A lição já apurada da crise grega, independentemente dos
desenvolvimentos próximos e futuros, é a de que o objectivo primeiro da actual
geração de dirigentes europeus – cuja origem poderemos datar na queda do muro
de Berlim, assumindo em pleno as heranças do reaganismo e do thatcherismo – é a
imposição da austeridade como regime político.
Para os dirigentes europeus em funções, a austeridade não é
um meio, é um fim em si mesmo. Tudo o resto que é invocado, seja a construção
europeia, a solidariedade, o combate à dívida, o rigor orçamental não passam de
meios de propaganda, muitas vezes meios de terror, para impor o objectivo
pretendido.
A este objectivo tem-se chamado austeridade, embora mais não
seja que o restabelecimento de mecanismos de exploração do trabalho e dos
sectores produtivos em geral em benefício da internacional da especulação, que
usa múltiplos heterónimos, sejam mercado, credores, Banco Central Europeu, FMI.
Austeridade é a arma de terror brandida pelos políticos que
agem em nome dos especuladores para liquidar os direitos sociais adquiridos em
combates corajosos, e que foram inscritos na lista de direitos humanos elaborada
há 70 anos na Declaração Universal.
A manobra não pretende restaurar apenas a situação em que os
direitos ao trabalho, ao salário digno, a pensões e reformas decentes, à
associação sindical, à greve e alguns outros sejam pura a simplesmente
suprimidos.

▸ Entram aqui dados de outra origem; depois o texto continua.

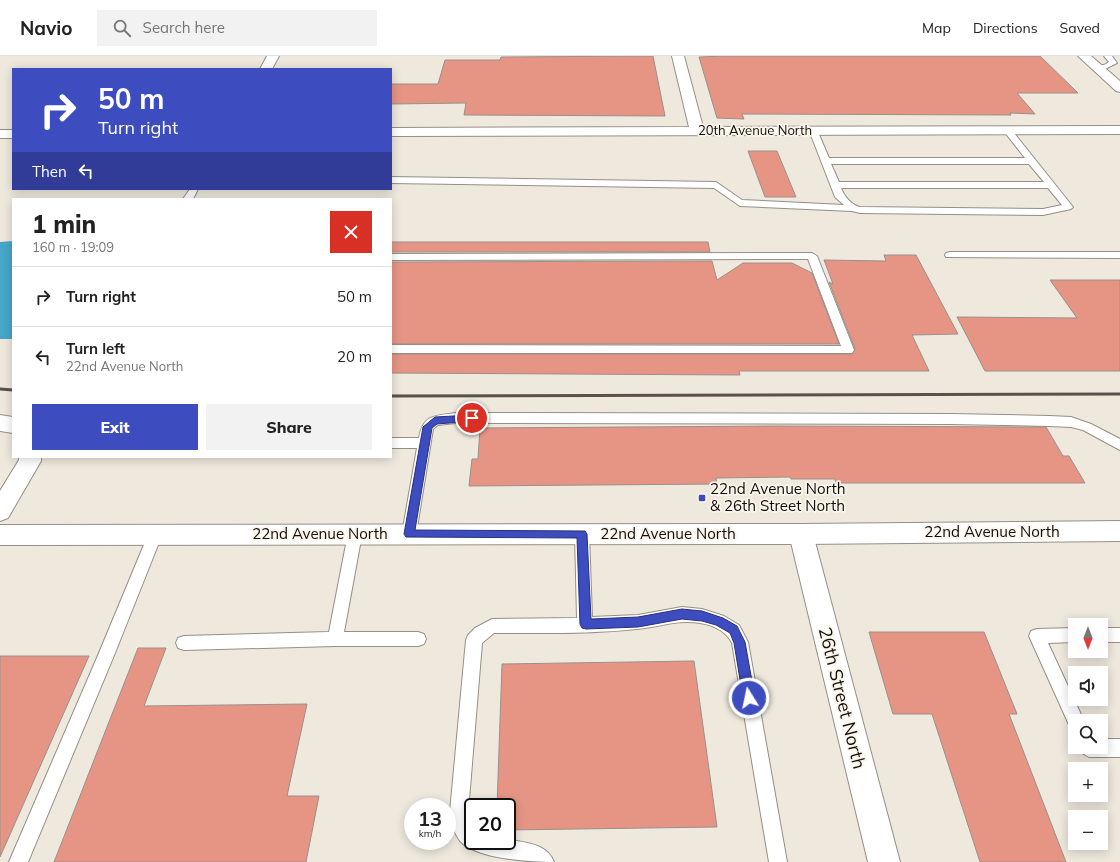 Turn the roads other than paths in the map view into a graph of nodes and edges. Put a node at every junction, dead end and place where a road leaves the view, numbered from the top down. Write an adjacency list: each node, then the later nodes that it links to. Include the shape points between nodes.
1 (273, 56): 6 (street)
2 (678, 56): 8 (street)
3 (1084, 56): 5 (street)
4 (1108, 56): 5 (lane, via 1113,63 1105,67)
5 (1096, 67): 7 (street)
6 (267, 68)
7 (1118, 84)
8 (697, 130): 9 (street, 20th Avenue North); 12 (street, 20th Avenue North)
9 (813, 130): 10 (street, 20th Avenue North); 15 (lane)
10 (1007, 130): 11 (street, 20th Avenue North); 16 (lane)
11 (1120, 130)
12 (392, 132)
13 (0, 134): 14 (street)
14 (12, 134)
15 (825, 161): 16 (lane); 18 (lane)
16 (1032, 161): 19 (lane)
17 (392, 180): 20 (lane, via 716,185 740,203)
18 (835, 185): 19 (lane); 20 (lane, via 840,197)
19 (1051, 185): 20 (lane, via 1068,207 1043,212)
20 (853, 208)
21 (950, 255): 22 (lane)
22 (1120, 255)
23 (392, 257): 24 (lane, via 812,256 848,350)
24 (392, 349)
25 (0, 423): 26 (street)
26 (12, 425)
27 (392, 443): 28 (lane)
28 (425, 443): 29 (lane, via 427,427 435,420 456,418 950,419 1072,422); 34 (lane)
29 (1120, 445)
30 (30, 458): 31 (street)
31 (0, 511)
32 (1120, 532): 36 (street, 22nd Avenue North)
33 (355, 534): 34 (street, 22nd Avenue North); 38 (street, 22nd Avenue North); 43 (lane)
34 (409, 534): 35 (street, 22nd Avenue North)
35 (582, 534): 36 (street, 22nd Avenue North); 39 (lane)
36 (801, 534): 54 (street, 26th Street North)
37 (0, 535): 38 (street, 22nd Avenue North)
38 (156, 535): 51 (lane)
39 (586, 624): 49 (lane, via 492,626 474,640 459,812); 53 (lane, via 638,622 682,614 719,621 734,630 740,642)
40 (1120, 634): 42 (lane)
41 (1068, 635): 46 (lane, via 1037,636)
42 (1108, 635)
43 (335, 639): 44 (lane); 45 (lane)
44 (418, 639)
45 (184, 643)
46 (1073, 714)
47 (1108, 748): 48 (lane)
48 (1120, 748)
49 (464, 831)
50 (516, 850): 52 (lane, via 537,855)
51 (18, 862)
52 (545, 862)
53 (778, 862)
54 (884, 862)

Em rigor, as transformações pretendidas não cabem todas na
definição de regressão. Os especuladores e as suas marionetas políticas actuam
para privatizar o Estado, construindo entidades para-estatais, privadas e
dominantes, em que os mecanismos que fazem funcionar a sociedade e gerem a vida
dos cidadãos sejam guiados pelo lucro e não pelos interesses das pessoas.
Não se trata já “de quem quer saúde paga-a”. Situações que
decorrem dos direitos dos cidadãos passam a ser pagas, como regra geral, e quem
não lhes puder aceder, paciência, azar ou incompetência. Olhemos para as dezenas
de milhares de gregos que deixaram de ter água ou electricidade, ou o acesso a
medicamentos para doenças graves, ou a simples assistência médica porque a
vaporização dos seus recursos básicos por causa da austeridade não lhes permite
ter rendimentos para tal.
É por este caminho que nos estão a levar, não tenhamos
qualquer dúvida. Daí o exercício de terror praticado sobre os gregos, com
recados óbvios a outros povos - de que é exemplo o falatório do primeiro
ministro de Portugal em exercício - de que não há alternativa à austeridade.
Muitos e competentes economistas, isentos do pecado de terem simpatia pela
esquerda, provaram por A+B que a austeridade não resolve qualquer problema para
os quais é invocada como solução. A insistência neste caminho não pretende,
pois, resolver o problema, mas sim eternizá-lo como regime político, um regime
em que a democracia não passa de uma farsa para florear o exercício desbragado
da anarquia especulativa.
Ouve-.se dizer, e com razão, que uma tal estratégia
liquidará a própria União Europeia, vítima a prazo dos instrumentos a que
recorre sob as ordens dos credores. É provável que tal aconteça, assim se
demonstrando que a União Europeia apenas foi um ideal para os ingénuos e, na verdade,
nunca passou de um simples instrumento para manter a aprofundar a exploração
capitalista, e agora ao serviço da especulação desenfreada.
Fiquemos cientes de uma coisa. O fim, a prazo, da União
Europeia, uma vez esgotado o seu papel histórico, jamais tirará o sono aos
especuladores. Nova coisa os servirá depois a contento, seja império germânico
ou qualquer outro baptismo que lhes aprouver.